Collected data entries
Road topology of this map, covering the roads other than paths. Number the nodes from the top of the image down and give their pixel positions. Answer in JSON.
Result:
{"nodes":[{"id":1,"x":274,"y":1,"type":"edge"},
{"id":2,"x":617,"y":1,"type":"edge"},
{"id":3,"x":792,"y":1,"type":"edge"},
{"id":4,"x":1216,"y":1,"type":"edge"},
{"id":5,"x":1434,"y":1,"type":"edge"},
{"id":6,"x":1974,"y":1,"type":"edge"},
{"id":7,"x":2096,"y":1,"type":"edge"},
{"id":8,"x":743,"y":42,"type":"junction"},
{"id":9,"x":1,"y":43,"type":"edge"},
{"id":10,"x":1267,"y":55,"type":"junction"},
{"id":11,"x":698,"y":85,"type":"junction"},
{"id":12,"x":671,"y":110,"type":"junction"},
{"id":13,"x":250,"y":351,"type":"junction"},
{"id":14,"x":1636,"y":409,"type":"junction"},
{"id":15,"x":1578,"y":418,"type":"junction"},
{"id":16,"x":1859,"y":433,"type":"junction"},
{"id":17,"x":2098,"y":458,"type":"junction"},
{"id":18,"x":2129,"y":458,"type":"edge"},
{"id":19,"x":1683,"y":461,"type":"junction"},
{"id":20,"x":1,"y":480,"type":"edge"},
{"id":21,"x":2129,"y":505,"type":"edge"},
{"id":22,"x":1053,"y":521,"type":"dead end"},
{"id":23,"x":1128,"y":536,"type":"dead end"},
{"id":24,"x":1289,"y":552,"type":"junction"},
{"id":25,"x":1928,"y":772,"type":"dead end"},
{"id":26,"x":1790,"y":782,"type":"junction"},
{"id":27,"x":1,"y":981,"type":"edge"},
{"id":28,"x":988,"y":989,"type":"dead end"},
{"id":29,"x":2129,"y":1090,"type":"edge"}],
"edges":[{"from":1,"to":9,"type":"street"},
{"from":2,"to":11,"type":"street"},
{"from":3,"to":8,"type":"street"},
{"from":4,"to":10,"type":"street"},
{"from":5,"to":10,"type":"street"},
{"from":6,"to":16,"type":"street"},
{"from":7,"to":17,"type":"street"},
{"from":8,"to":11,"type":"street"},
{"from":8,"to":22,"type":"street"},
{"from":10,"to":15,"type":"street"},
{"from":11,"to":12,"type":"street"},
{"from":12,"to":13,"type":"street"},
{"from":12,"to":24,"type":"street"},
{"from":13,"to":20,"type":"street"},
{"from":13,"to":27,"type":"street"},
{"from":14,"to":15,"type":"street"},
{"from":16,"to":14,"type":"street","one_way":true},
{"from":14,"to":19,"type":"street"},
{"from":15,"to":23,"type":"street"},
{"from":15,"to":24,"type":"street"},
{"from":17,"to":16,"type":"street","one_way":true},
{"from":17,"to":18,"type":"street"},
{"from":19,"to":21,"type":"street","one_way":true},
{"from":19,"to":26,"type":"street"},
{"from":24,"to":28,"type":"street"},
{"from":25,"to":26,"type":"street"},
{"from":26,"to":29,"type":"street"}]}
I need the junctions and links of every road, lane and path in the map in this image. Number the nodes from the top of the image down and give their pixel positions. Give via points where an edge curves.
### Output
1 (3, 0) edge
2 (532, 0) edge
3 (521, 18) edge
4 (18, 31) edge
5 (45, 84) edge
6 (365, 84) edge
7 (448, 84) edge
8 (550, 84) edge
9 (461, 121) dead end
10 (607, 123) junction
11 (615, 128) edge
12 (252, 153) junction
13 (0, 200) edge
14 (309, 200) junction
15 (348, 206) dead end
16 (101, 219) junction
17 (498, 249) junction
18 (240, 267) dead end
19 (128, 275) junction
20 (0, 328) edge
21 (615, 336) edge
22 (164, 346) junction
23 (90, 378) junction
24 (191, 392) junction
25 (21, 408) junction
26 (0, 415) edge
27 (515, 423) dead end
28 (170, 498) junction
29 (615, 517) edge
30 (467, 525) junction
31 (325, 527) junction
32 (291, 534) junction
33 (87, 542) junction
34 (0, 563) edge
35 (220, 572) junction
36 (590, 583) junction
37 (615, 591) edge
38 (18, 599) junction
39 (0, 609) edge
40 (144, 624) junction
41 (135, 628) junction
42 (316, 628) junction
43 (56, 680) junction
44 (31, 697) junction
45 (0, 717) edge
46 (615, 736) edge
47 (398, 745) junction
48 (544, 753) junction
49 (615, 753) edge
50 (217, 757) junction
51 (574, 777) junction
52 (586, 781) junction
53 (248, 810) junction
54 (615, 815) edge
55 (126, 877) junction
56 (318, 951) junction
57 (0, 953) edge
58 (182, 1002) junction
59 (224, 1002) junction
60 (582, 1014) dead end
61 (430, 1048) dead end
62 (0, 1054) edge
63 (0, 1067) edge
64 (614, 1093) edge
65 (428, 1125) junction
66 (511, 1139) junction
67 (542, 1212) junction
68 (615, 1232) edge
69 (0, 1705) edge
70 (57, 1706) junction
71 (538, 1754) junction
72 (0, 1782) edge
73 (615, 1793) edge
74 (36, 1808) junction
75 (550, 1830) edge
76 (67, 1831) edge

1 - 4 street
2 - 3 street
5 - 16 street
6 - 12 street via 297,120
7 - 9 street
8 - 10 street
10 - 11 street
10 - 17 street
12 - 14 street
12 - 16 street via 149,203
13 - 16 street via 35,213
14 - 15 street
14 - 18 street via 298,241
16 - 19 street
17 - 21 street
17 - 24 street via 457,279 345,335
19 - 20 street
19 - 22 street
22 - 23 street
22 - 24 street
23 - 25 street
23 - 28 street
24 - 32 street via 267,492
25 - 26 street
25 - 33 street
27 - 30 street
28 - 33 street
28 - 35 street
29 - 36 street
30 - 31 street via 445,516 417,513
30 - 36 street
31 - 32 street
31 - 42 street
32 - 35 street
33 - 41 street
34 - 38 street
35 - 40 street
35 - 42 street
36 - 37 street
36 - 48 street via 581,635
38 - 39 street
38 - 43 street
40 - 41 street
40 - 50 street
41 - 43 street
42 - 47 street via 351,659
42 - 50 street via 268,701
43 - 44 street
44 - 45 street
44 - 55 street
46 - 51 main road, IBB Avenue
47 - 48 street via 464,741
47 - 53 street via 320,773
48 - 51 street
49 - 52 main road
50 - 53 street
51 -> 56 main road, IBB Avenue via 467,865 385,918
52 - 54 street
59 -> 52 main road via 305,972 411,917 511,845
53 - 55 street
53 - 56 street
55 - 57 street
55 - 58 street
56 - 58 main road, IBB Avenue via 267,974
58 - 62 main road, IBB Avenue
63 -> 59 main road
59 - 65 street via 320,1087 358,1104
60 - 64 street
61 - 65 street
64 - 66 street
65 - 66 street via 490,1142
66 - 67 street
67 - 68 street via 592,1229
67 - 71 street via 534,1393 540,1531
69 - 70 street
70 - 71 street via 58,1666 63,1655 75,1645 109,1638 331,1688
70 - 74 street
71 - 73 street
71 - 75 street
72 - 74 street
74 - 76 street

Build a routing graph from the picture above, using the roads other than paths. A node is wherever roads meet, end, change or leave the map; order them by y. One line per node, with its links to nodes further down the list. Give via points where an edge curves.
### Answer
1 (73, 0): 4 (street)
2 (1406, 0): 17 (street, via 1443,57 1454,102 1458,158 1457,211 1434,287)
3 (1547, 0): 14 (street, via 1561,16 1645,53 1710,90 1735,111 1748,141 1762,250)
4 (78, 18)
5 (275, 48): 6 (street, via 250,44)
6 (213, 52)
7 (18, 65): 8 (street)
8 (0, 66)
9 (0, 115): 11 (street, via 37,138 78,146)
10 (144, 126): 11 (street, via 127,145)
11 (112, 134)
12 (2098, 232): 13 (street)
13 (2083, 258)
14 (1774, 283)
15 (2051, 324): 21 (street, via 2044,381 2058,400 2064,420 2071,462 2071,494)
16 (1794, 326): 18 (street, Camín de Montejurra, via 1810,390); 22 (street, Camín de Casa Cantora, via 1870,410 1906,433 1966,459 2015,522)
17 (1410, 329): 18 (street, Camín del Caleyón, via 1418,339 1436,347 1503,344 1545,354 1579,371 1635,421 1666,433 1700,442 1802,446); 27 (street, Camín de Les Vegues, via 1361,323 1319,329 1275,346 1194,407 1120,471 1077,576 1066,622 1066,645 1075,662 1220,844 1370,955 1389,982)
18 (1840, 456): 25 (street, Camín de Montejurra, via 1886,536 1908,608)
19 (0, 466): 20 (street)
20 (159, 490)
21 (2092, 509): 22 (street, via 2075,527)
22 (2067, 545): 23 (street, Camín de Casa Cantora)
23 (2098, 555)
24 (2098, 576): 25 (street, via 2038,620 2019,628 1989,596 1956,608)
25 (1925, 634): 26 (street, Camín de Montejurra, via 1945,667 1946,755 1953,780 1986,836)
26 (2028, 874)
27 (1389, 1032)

▶ [Problem statement] Scan the data above for the word "Montejurra", then copy every line that holds it.

▶ [Result]
16 (1794, 326): 18 (street, Camín de Montejurra, via 1810,390); 22 (street, Camín de Casa Cantora, via 1870,410 1906,433 1966,459 2015,522)
18 (1840, 456): 25 (street, Camín de Montejurra, via 1886,536 1908,608)
25 (1925, 634): 26 (street, Camín de Montejurra, via 1945,667 1946,755 1953,780 1986,836)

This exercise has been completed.